In Haitian Vodou, there is a concept of a dual soul: the Gros Bon Ange and the Ti Bon Ange; the exact details as to which is the target of sorcery or leaves the body during sleep, possession, and death varies depending on which writer you're reading. By the same token, "zombis" themselves are confusing, often referring to either a soulless body (one in which either of the dual souls has fled), or a bodiless spirit...and if you dig deep enough, you get "zombies" that don't really fit either category. The distinction is sometimes explicit (a corps cadavre is a soulless body), but it can be difficult to really nail things down in folktales.

There are indigenous African traditions which contain corps cadavre-like figures, such as the Tanzanian zinza, where a dead body missing one of its souls is made to do manual work for a witch or sorcerer, but pinpointing the exact origins of such traditions - or equating them directly with Haitian Vodou - is a tricky proposition at best. Generations of separate development and syncretism have created a bit of a muddle.

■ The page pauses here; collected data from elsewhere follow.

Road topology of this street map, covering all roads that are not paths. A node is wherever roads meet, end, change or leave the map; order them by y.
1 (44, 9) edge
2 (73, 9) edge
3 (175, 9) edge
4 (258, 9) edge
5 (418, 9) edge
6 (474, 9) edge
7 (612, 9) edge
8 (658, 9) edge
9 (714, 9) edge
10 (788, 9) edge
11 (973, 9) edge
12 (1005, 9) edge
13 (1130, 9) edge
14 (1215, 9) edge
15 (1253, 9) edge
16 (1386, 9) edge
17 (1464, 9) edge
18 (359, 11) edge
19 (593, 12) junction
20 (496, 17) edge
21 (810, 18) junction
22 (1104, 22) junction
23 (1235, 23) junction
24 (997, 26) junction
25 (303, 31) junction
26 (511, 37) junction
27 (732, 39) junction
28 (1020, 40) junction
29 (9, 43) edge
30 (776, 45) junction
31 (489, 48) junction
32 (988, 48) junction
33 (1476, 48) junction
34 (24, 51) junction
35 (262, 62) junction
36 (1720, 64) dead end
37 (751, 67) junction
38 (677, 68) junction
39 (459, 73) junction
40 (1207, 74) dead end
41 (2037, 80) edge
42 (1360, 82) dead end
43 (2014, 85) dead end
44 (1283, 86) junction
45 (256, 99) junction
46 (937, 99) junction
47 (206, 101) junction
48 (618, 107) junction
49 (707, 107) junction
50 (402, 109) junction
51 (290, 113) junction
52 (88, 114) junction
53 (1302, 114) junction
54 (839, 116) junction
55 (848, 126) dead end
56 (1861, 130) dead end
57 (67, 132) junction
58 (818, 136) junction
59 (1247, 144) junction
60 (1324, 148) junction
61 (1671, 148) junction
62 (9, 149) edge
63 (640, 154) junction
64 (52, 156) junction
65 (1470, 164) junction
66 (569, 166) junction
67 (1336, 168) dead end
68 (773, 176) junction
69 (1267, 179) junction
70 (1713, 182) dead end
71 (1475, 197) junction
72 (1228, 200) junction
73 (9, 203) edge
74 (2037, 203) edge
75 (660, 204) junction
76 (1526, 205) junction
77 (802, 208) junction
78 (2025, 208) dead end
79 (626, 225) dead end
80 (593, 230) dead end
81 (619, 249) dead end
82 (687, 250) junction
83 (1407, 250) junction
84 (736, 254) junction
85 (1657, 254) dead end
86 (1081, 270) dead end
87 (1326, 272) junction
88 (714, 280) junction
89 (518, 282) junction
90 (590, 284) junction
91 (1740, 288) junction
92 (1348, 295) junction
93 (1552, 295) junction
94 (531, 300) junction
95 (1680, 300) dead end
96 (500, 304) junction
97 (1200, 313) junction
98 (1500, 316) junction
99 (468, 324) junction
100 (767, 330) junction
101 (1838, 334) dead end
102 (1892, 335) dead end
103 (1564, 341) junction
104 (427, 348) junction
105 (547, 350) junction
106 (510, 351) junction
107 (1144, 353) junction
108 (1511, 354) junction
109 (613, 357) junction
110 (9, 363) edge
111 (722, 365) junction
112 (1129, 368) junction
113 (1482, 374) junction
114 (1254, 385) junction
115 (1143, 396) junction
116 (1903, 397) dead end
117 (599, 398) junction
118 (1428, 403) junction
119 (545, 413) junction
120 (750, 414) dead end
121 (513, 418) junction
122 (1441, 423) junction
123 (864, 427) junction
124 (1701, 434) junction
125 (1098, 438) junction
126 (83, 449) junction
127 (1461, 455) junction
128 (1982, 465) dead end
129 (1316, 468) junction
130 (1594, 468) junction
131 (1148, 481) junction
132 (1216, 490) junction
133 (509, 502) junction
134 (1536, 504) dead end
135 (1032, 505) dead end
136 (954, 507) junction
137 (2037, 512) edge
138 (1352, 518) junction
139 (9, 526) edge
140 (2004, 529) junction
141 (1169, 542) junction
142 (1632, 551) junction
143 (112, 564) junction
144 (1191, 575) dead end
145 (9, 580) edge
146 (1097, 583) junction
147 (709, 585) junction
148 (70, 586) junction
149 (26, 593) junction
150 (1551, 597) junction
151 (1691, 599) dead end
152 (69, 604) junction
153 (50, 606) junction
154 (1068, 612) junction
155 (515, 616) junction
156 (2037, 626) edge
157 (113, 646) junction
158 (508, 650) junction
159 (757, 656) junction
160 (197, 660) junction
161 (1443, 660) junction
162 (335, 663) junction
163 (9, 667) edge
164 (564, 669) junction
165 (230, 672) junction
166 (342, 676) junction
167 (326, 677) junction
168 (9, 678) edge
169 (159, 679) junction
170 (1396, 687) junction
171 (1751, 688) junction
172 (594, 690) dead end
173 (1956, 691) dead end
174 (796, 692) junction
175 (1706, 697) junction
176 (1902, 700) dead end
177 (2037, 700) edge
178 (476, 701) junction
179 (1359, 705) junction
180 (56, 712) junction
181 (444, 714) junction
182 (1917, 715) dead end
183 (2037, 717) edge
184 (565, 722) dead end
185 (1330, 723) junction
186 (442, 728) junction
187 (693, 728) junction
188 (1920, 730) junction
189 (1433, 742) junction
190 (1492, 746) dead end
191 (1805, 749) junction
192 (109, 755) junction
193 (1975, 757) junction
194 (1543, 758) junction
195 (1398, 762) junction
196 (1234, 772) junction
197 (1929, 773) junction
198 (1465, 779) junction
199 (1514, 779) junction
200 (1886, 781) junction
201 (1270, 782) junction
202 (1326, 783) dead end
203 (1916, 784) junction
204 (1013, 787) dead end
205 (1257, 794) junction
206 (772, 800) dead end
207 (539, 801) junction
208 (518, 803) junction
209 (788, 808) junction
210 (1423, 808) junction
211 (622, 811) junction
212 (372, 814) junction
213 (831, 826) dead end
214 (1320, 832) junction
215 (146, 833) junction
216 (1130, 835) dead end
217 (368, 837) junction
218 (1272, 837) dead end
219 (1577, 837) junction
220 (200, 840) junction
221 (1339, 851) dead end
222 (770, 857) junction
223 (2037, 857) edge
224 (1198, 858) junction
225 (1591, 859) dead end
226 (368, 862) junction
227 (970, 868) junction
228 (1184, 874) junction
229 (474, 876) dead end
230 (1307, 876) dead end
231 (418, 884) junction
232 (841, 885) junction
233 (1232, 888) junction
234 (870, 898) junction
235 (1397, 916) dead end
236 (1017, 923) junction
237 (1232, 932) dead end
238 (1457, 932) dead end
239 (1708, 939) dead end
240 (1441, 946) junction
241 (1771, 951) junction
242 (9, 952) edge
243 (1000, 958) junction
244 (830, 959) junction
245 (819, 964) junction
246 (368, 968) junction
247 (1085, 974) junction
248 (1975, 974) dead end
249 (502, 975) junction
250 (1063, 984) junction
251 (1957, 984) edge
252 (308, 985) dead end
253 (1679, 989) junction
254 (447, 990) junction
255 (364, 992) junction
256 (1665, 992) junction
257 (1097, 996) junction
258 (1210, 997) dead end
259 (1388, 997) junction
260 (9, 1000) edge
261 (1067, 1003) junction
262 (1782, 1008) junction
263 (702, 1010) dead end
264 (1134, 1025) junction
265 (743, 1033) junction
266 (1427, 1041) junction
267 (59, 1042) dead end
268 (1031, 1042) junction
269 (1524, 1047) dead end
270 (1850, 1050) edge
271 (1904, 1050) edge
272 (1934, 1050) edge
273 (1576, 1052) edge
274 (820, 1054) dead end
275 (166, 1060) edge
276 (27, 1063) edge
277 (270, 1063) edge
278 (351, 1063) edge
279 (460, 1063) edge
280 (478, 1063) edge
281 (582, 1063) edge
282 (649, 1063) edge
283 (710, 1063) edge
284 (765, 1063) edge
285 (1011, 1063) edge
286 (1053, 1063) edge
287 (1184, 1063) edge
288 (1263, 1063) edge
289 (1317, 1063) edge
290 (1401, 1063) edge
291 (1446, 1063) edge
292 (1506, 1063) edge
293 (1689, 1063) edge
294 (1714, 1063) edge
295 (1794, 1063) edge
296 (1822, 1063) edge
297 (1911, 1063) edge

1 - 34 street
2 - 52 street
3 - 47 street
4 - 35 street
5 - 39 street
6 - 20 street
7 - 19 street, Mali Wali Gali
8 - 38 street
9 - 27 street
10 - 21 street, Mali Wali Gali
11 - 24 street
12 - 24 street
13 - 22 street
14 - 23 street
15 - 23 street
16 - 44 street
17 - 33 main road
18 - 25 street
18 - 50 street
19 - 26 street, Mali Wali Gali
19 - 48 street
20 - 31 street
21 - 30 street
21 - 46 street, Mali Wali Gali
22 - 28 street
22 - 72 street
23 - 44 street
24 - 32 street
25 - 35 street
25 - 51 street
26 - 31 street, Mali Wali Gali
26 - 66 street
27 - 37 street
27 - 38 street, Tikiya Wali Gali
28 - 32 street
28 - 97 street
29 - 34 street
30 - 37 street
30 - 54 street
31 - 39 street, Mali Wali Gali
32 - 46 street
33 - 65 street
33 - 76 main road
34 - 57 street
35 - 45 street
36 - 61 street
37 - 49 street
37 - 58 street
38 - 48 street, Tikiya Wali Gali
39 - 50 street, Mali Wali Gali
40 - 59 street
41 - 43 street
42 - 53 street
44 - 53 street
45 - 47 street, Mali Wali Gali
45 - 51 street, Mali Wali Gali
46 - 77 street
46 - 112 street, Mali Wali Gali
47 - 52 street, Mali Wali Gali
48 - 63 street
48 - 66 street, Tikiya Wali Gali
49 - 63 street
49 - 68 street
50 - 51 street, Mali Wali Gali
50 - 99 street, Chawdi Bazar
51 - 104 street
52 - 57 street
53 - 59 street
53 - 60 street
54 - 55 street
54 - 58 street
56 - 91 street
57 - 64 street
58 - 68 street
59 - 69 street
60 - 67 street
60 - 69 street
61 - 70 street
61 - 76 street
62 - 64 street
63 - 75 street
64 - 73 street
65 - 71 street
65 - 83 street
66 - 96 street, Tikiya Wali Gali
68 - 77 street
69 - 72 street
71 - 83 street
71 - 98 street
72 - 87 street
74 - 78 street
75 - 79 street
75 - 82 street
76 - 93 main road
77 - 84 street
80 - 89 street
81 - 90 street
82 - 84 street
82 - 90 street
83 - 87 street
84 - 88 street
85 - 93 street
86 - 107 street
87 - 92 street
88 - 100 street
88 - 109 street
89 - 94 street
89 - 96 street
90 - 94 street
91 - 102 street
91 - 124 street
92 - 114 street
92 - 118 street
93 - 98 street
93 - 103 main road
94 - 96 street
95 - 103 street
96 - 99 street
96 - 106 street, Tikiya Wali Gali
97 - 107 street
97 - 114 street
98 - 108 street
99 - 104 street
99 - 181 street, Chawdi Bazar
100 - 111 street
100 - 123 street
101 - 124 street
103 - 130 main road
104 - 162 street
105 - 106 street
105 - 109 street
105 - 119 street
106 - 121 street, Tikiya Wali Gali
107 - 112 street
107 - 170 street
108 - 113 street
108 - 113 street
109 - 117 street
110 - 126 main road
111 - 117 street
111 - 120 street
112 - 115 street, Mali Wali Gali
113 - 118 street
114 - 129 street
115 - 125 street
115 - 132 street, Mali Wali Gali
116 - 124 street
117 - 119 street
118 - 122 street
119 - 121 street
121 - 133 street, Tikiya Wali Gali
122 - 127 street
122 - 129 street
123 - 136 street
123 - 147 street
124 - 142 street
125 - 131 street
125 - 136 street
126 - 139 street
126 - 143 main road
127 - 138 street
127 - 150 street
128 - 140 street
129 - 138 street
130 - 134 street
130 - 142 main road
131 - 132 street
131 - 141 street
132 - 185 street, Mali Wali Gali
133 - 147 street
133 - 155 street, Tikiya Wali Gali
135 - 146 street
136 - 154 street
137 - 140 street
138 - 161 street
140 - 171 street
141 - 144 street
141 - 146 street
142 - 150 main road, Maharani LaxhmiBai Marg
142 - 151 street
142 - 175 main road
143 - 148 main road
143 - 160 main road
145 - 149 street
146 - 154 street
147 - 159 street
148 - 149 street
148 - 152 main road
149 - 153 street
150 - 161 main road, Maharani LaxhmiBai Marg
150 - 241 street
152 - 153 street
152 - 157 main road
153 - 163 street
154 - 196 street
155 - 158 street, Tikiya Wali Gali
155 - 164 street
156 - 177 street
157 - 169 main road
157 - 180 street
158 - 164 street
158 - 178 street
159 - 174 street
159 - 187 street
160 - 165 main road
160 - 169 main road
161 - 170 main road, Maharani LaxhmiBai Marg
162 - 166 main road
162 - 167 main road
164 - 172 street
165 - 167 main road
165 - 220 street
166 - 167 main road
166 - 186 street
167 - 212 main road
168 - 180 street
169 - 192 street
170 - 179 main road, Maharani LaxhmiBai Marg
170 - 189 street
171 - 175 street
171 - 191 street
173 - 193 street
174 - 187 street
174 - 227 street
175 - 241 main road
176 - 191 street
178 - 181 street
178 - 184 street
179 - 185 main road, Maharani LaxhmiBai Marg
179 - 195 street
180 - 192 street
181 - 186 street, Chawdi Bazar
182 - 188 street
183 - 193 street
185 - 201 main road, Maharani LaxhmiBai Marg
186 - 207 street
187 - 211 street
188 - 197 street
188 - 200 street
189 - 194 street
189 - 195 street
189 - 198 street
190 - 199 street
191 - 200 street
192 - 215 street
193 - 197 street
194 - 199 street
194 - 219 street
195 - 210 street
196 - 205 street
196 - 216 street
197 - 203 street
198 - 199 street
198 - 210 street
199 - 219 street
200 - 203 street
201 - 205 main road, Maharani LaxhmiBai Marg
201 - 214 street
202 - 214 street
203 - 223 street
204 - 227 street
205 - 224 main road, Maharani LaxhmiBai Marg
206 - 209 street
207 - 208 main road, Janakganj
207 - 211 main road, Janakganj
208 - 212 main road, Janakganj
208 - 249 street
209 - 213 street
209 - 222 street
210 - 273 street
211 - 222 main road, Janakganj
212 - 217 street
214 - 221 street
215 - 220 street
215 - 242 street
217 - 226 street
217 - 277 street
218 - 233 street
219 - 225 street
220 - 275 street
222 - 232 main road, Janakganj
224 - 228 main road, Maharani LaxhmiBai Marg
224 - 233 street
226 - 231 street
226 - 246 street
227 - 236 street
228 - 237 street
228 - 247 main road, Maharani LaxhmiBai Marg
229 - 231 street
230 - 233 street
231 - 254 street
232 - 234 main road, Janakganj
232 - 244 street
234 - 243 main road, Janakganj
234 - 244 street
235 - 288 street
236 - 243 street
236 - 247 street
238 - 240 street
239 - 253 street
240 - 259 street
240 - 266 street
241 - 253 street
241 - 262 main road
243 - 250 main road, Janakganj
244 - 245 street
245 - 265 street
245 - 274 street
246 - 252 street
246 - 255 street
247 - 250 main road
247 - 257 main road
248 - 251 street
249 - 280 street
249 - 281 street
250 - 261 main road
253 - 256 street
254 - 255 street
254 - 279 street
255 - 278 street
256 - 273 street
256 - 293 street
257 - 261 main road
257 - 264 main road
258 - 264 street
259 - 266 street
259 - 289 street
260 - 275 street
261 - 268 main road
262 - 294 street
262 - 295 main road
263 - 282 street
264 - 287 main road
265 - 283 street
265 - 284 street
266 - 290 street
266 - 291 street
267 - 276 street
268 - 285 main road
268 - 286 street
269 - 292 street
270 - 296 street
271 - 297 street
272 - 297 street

Which gets us back to your initial question: is this an expression of cultural anxiety? In Haiti in particular, the role of slavery and the bloody revolution (and subsequent political turmoil, wars, invasion and occupation by US forces, etc.) have made knowledge of the horrors of slavery an essential part of the Haitian culture. To some researchers, like Maximilien Laroche, this certainly suggests that the physical zombie acting as a slave is a symbol of the continued horrors of sorcery. But the nature of what exactly a zombie is remains too vague and sometimes contradictory to say that is the only explanation.

In later media, the slavery aspect is very strong, especially given the racial dynamics of slavery in North America. The first zombie film for example was White Zombie (1932), loosely based on William Seabrook's The Magic Island (1929), and focuses on the dynamics of white people being enslaved just like native (black) Haitians by magic.